Where an issuer has delayed the disclosure of inside information, it must notify the FCA of the delay immediately following that information being made public. The FCA has published a copy of the online notification form to be used to notify the FCA of such delays. The FCA can, if it so determines, additionally require the issuer to provide a written explanation of why the decision to delay disclosure of the inside information was justified. Records should therefore be kept of the time and date when inside information first existed, when the decision was made to delay disclosure, who was responsible for the decision to delay and evidence of the fulfilment of the three delay conditions.
Draft guidelines from the European Securities and Markets Authority (ESMA) set out example scenarios in which an announcement cannot be delayed:
- the inside information is materially different from a previous announcement in relation to the same matter;
- the inside information relates to the fact that the issuer's financial objectives are likely not to be met where those objectives were previously announced; and
- the inside information is in contrast with market expectations, where such expectations are based on signals previously set by the issuer.

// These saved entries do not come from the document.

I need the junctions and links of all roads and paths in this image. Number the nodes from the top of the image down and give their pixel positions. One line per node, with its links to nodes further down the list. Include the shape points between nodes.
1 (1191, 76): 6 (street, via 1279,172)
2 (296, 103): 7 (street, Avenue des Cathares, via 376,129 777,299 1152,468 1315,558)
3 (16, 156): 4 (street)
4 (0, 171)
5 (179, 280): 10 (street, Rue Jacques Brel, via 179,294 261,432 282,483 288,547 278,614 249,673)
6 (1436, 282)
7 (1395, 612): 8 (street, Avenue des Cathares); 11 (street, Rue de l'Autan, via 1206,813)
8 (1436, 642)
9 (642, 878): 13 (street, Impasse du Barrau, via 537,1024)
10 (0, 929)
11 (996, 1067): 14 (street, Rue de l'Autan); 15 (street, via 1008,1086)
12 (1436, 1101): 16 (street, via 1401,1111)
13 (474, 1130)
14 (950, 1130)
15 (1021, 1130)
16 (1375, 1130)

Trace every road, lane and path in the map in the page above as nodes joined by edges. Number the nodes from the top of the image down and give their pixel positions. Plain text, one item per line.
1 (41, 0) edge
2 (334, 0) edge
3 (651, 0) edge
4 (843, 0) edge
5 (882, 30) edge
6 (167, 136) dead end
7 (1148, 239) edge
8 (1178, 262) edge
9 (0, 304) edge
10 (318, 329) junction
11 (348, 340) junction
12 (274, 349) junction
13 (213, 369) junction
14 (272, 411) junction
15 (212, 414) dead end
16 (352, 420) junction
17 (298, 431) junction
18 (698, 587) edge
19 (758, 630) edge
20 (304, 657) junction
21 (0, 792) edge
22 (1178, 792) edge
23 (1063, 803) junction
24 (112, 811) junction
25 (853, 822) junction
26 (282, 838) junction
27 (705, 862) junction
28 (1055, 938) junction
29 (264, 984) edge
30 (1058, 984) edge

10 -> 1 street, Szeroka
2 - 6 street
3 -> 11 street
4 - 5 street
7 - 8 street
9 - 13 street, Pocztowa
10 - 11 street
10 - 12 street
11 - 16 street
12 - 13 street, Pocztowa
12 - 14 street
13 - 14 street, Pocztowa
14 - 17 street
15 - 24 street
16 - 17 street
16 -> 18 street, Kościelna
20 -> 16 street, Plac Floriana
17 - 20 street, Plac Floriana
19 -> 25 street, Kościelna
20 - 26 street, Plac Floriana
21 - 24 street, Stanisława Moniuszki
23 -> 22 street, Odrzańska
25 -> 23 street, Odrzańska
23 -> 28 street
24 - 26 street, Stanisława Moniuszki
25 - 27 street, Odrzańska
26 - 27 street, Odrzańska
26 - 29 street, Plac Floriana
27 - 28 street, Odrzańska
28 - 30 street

The draft ESMA guidelines also set out scenarios in which an announcement can be delayed:
- the issuer is participating in negotiations and their outcome would be prejudiced by disclosure;
- the financial viability of the issuer is in grave and imminent danger; and
- the issuer has developed a product or an invention and the immediate public disclosure of such information is likely to jeopardise the IP rights of the issuer.
Questions have been raised by industry bodies as to whether certain established market practices will still be permitted, for example seeking and signing irrevocable undertakings to commit to take up part of a new issue prior to announcement. A response is awaited from ESMA or the FCA.
ESMA has issued draft regulations in relation to the disclosure of inside information including the means of disclosure and contents requirements. The contents requirements include, amongst other things, a requirement to clearly identify that the information communicated is inside information. Questions have been raised about how issuers can satisfy this requirement, for example whether a general reference to the communication containing inside information is sufficient. Further guidance from ESMA would be welcome.
AIM companies should be aware that Rule 11 of the AIM Rules sets out obligations relating to the disclosure of inside information. The Inside AIM publication dated 29 April 2016 stated that while there was an overlap between AIM Rule 11 and MAR, AIM would continue to expect AIM companies to comply with both Rule 11 and the requirements of MAR. The obligations under Rule 11 may (depending on the circumstances) be wider than those under MAR and the exemptions narrower. There have been some objections to this stance but AIM has not yet responded.
| Action points for companies: Delaying disclosure
- review the procedures for identifying and disclosing inside information
- ensure there is a process in place to determine whether information constitutes inside information, whether disclosure should be delayed and for how long, who is responsible for those decisions and for keeping the matter under review and when disclosure should be made
- consider whether a disclosure committee should be constituted and terms of reference drafted
- ensure proper records are kept
- ensure that all inside information disclosed to the market is made available on the company's website for at least five years
1 DTR 2.8.1R
2 Certain criteria will apply. Further information will be provided when available.
3 The FCA is considering certain points around advisers, e.g. whether they must keep on their insider lists information about employees of persons acting for them such as lawyers acting for a broker.
4 MAR will expand slightly the definition of inside information in relation to commodities and emissions allowances. Emissions allowance market participants may also delay disclosure of inside information but are beyond the scope of this article.